Hypersexual disorder

Hypersexual disorder was proposed in 2010 for inclusion in the Diagnostic and Statistical Manual of Mental Disorders Fifth Edition (DSM-5) of the American Psychiatric Association (APA). The Sexual and Gender Identity Disorders Workgroup recommended inclusion in the DSM-5 in Section III (Emerging Measures and Models, Conditions for Further Study); however, it was ultimately excluded from the final publication of the DSM-5.[1] The label "hypersexual disorder" was reportedly chosen because it did not imply any specific theory for what causes hypersexuality, which remains unknown.[2] A proposal to add sexual addiction to the DSM system had been previously rejected by the APA, as not enough evidence suggested to them that the condition is analogous to substance addictions, as that name would imply.[3][4][5]
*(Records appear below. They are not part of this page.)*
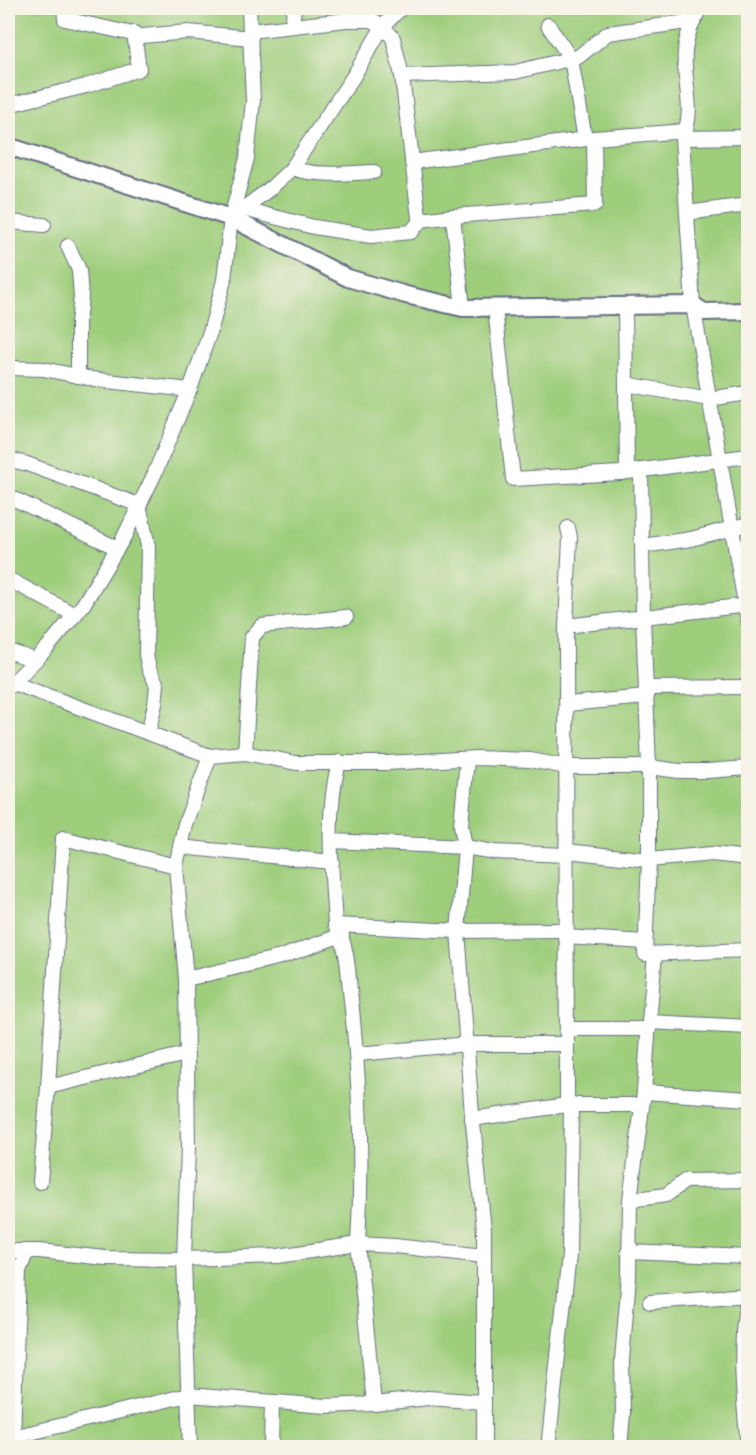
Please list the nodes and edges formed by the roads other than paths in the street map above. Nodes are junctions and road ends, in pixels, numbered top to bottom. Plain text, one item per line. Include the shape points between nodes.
1 (64, 8) edge
2 (249, 8) edge
3 (294, 8) edge
4 (401, 8) edge
5 (700, 8) edge
6 (346, 14) edge
7 (694, 21) junction
8 (548, 25) dead end
9 (292, 26) junction
10 (383, 26) junction
11 (134, 33) junction
12 (250, 34) junction
13 (571, 59) junction
14 (402, 76) junction
15 (8, 105) edge
16 (684, 135) junction
17 (748, 137) edge
18 (589, 139) junction
19 (8, 146) edge
20 (412, 162) junction
21 (292, 168) junction
22 (374, 172) dead end
23 (748, 204) edge
24 (687, 213) junction
25 (237, 214) junction
26 (453, 216) junction
27 (421, 220) junction
28 (8, 222) edge
29 (44, 225) dead end
30 (68, 246) dead end
31 (693, 305) junction
32 (625, 306) junction
33 (463, 308) junction
34 (495, 308) junction
35 (748, 311) edge
36 (8, 368) edge
37 (78, 376) junction
38 (626, 384) junction
39 (190, 390) junction
40 (748, 393) edge
41 (709, 399) junction
42 (748, 456) edge
43 (8, 459) edge
44 (719, 459) junction
45 (641, 470) junction
46 (627, 472) junction
47 (8, 496) edge
48 (139, 505) junction
49 (748, 524) edge
50 (568, 528) dead end
51 (731, 528) junction
52 (643, 546) junction
53 (117, 548) junction
54 (8, 579) edge
55 (748, 605) edge
56 (75, 615) junction
57 (346, 617) dead end
58 (643, 617) junction
59 (748, 621) edge
60 (566, 626) junction
61 (8, 651) edge
62 (35, 660) junction
63 (10, 686) edge
64 (748, 687) edge
65 (647, 692) junction
66 (567, 704) junction
67 (148, 733) junction
68 (245, 753) junction
69 (210, 756) junction
70 (467, 759) junction
71 (339, 762) junction
72 (567, 767) junction
73 (649, 767) junction
74 (748, 768) edge
75 (331, 842) junction
76 (180, 847) junction
77 (465, 847) junction
78 (567, 853) junction
79 (748, 858) edge
80 (649, 860) junction
81 (332, 862) junction
82 (176, 866) junction
83 (338, 930) junction
84 (458, 931) junction
85 (565, 933) junction
86 (645, 942) junction
87 (748, 950) edge
88 (655, 954) junction
89 (186, 980) junction
90 (649, 1025) junction
91 (748, 1027) edge
92 (567, 1036) junction
93 (468, 1044) junction
94 (186, 1054) junction
95 (357, 1054) junction
96 (48, 1087) junction
97 (643, 1098) junction
98 (748, 1099) edge
99 (569, 1105) junction
100 (472, 1119) junction
101 (748, 1180) edge
102 (40, 1182) dead end
103 (630, 1200) junction
104 (358, 1244) junction
105 (8, 1251) edge
106 (27, 1251) junction
107 (628, 1252) junction
108 (484, 1256) junction
109 (748, 1257) edge
110 (184, 1259) junction
111 (748, 1294) edge
112 (650, 1302) dead end
113 (188, 1395) junction
114 (272, 1402) junction
115 (484, 1402) junction
116 (374, 1404) junction
117 (11, 1442) edge
118 (748, 1446) edge
119 (190, 1448) edge
120 (271, 1448) edge
121 (484, 1448) edge
122 (548, 1448) edge
123 (620, 1448) edge

1 - 11 street via 65,19
2 - 12 street
3 - 9 street
4 - 10 street
5 - 7 street
6 - 9 street
6 - 10 street
7 - 13 street via 608,33
7 - 16 street via 684,54 690,123
8 - 13 street
9 - 12 street
10 - 14 street via 393,38
10 - 21 street
11 - 12 street
11 - 15 street via 139,69
12 - 25 street via 253,101
13 - 14 street via 515,72
13 - 18 street
14 - 20 street
16 - 17 street
16 - 18 street
16 - 24 street
18 - 20 street
18 - 26 street via 595,206
19 - 25 street
20 - 27 street
21 - 22 street via 340,174
21 - 25 street
23 - 24 street
24 - 31 street
25 - 27 street via 371,236 411,232
25 - 33 street via 348,278
25 - 39 street via 211,329
26 - 27 street
26 - 33 street
28 - 29 street
30 - 37 street via 79,270
31 - 32 street
31 - 35 street via 704,312
31 - 41 street
32 - 34 street
32 - 38 street
33 - 34 street
34 - 46 street via 513,479
36 - 37 street
37 - 39 street
38 - 41 street
38 - 46 street
39 - 48 street
40 - 41 street
41 - 44 street
42 - 44 street
43 - 48 street
44 - 45 street
44 - 51 street
45 - 46 street
45 - 52 street
47 - 53 street
48 - 53 street
48 - 67 street via 148,546 146,655 157,685
49 - 51 street
50 - 60 street
51 - 52 street
51 - 55 street
52 - 58 street
53 - 56 street
54 - 56 street
55 - 58 street
55 - 59 street
56 - 62 street
57 - 68 street via 262,626 252,637
58 - 60 street
58 - 65 street
60 - 66 street
61 - 62 street
62 - 63 street
63 - 67 street
64 - 65 street
65 - 66 street
65 - 73 street
66 - 72 street
67 - 69 street
68 - 69 street
68 - 71 street via 296,763
69 - 76 street
70 - 71 street via 387,764
70 - 72 street via 530,760
70 - 77 street via 461,825
71 - 75 street via 334,781
72 - 73 street
72 - 78 street
73 - 74 street via 679,771
73 - 80 street
75 - 77 street
75 - 81 street
76 - 81 street
76 - 82 street
77 - 78 street via 494,852
77 - 84 street
78 - 80 street
78 - 85 street
79 - 80 street via 712,854
80 - 86 street
81 - 83 street
82 - 89 street
82 - 96 street via 63,838
83 - 84 street
83 - 89 street via 281,957
83 - 95 street
84 - 85 street
84 - 93 street
85 - 86 street
85 - 92 street
86 - 88 street via 645,954
87 - 88 street
88 - 90 street
89 - 94 street
90 - 91 street
90 - 92 street
90 - 97 street
92 - 93 street
92 - 99 street
93 - 95 street
93 - 100 street
94 - 96 street
94 - 110 street
95 - 104 street via 361,1200
96 - 102 street
97 - 98 street
97 - 99 street
97 - 103 street
99 - 100 street
99 - 122 street via 569,1255
100 - 108 street
101 - 103 street via 685,1181 666,1195
103 - 107 street
104 - 108 street
104 - 110 street via 278,1256
104 - 116 street
105 - 106 street
106 - 110 street via 105,1258
106 - 117 street via 19,1271
107 - 109 street
107 - 123 street
108 - 115 street
110 - 113 street
111 - 112 street
111 - 118 street via 742,1383
113 - 114 street
113 - 117 street
113 - 119 street
114 - 116 street
114 - 120 street
115 - 116 street via 428,1398
115 - 121 street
In the diagnostic criteria proposed for Hypersexual Disorder by Kafka (2012), it was characterized as a pattern involving repetitive and intense preoccupation with sexual fantasies, urges, and behaviors, leading to adverse consequences and clinically significant distress or impairment in social, occupational, or other important areas of functioning. Further, hypersexual individuals typically experience multiple unsuccessful attempts to control or diminish the amount of time spent engaging in sexual fantasies, urges, and behaviors in response to dysphoric mood states or stressful life events. The proposed criteria indicate that symptoms must also persist for a period of at least 6 months and occur independent of substance use, mania, or a medical condition in order for a diagnosis of hypersexual disorder to be established. [6] The proposal also included specifiers identifying which sexual behaviors were problematic: masturbation, pornography use, cybersex, etc.

Rory Reid, a research psychologist in the Department of Psychiatry at the University of California Los Angeles (UCLA) led a team of researchers around the USA in a field trial to investigate the proposed criteria for Hypersexual Disorder. Their findings were published in the Journal of Sexual Medicine wherein they concluded the criteria were valid and could be reliably diagnosed. [7]

The updated manual, called the DSM-5, was released in 2013.[8] The pre-2013 version of the manual, the DSM-IV-TR includes an entry called Sexual Disorder—Not Otherwise Specified (Sexual Disorder NOS), for disorders that are clinically significant, but do not have their own code. The DSM-IV-TR notes that Sexual Disorder NOS would apply to, among other conditions, "distress about a pattern of repeated sexual relationships involving a succession of lovers who are experienced by the individual only as things to be used".[9]